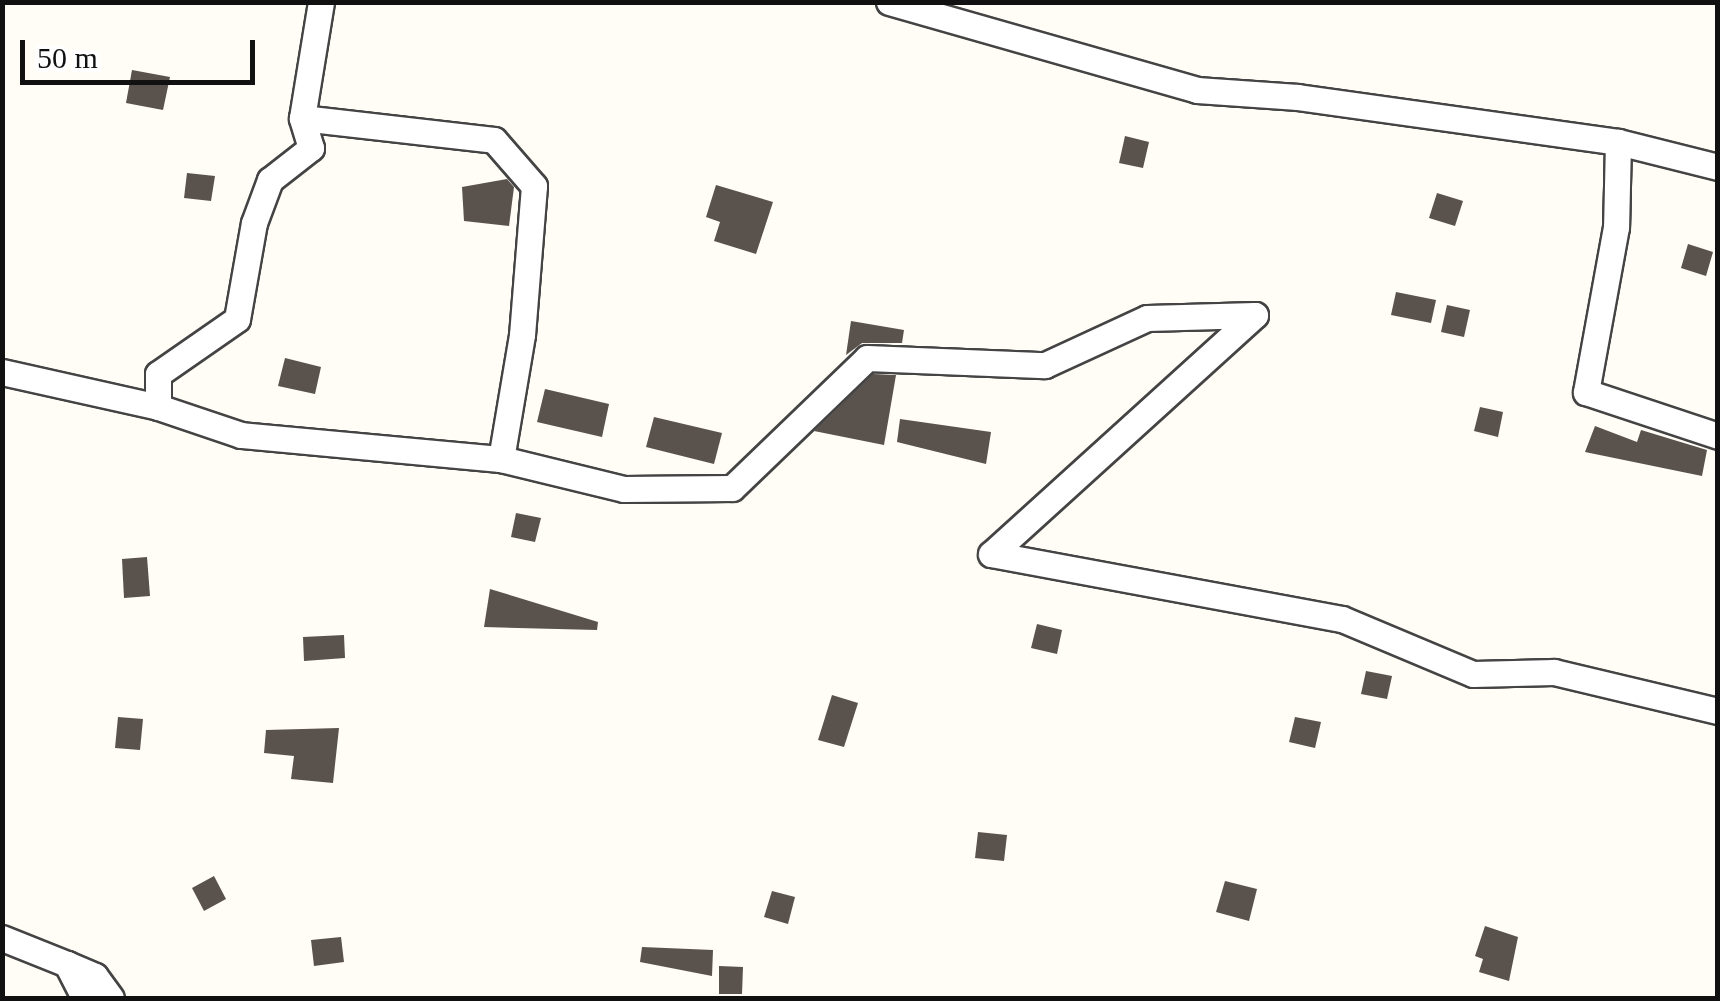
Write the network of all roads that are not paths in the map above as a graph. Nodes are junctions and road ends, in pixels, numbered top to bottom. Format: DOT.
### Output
graph roads {
  1 [pos="320,2"];
  2 [pos="889,2"];
  3 [pos="302,118"];
  4 [pos="1618,142"];
  5 [pos="1718,167"];
  6 [pos="2,372"];
  7 [pos="158,407"];
  8 [pos="1718,436"];
  9 [pos="501,459"];
  10 [pos="1718,711"];
  11 [pos="2,938"];
  12 [pos="67,964"];
  13 [pos="84,998"];
  14 [pos="111,998"];
  1 -- 3 [label="street"];
  2 -- 4 [label="street"];
  3 -- 7 [label="street"];
  3 -- 9 [label="street"];
  4 -- 5 [label="street"];
  4 -- 8 [label="street"];
  6 -- 7 [label="street"];
  7 -- 9 [label="street"];
  9 -- 10 [label="street"];
  11 -- 12 [label="street"];
  12 -- 13 [label="street"];
  12 -- 14 [label="street"];
}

■ ■ ■ ■ ■

Reproduce every line of the data above, exactly as it stands, but not the pictures.

Write the network of all roads that are not paths in the map above as a graph. Nodes are junctions and road ends, in pixels, numbered top to bottom. Format: DOT.
### Output
graph roads {
  1 [pos="320,2"];
  2 [pos="889,2"];
  3 [pos="302,118"];
  4 [pos="1618,142"];
  5 [pos="1718,167"];
  6 [pos="2,372"];
  7 [pos="158,407"];
  8 [pos="1718,436"];
  9 [pos="501,459"];
  10 [pos="1718,711"];
  11 [pos="2,938"];
  12 [pos="67,964"];
  13 [pos="84,998"];
  14 [pos="111,998"];
  1 -- 3 [label="street"];
  2 -- 4 [label="street"];
  3 -- 7 [label="street"];
  3 -- 9 [label="street"];
  4 -- 5 [label="street"];
  4 -- 8 [label="street"];
  6 -- 7 [label="street"];
  7 -- 9 [label="street"];
  9 -- 10 [label="street"];
  11 -- 12 [label="street"];
  12 -- 13 [label="street"];
  12 -- 14 [label="street"];
}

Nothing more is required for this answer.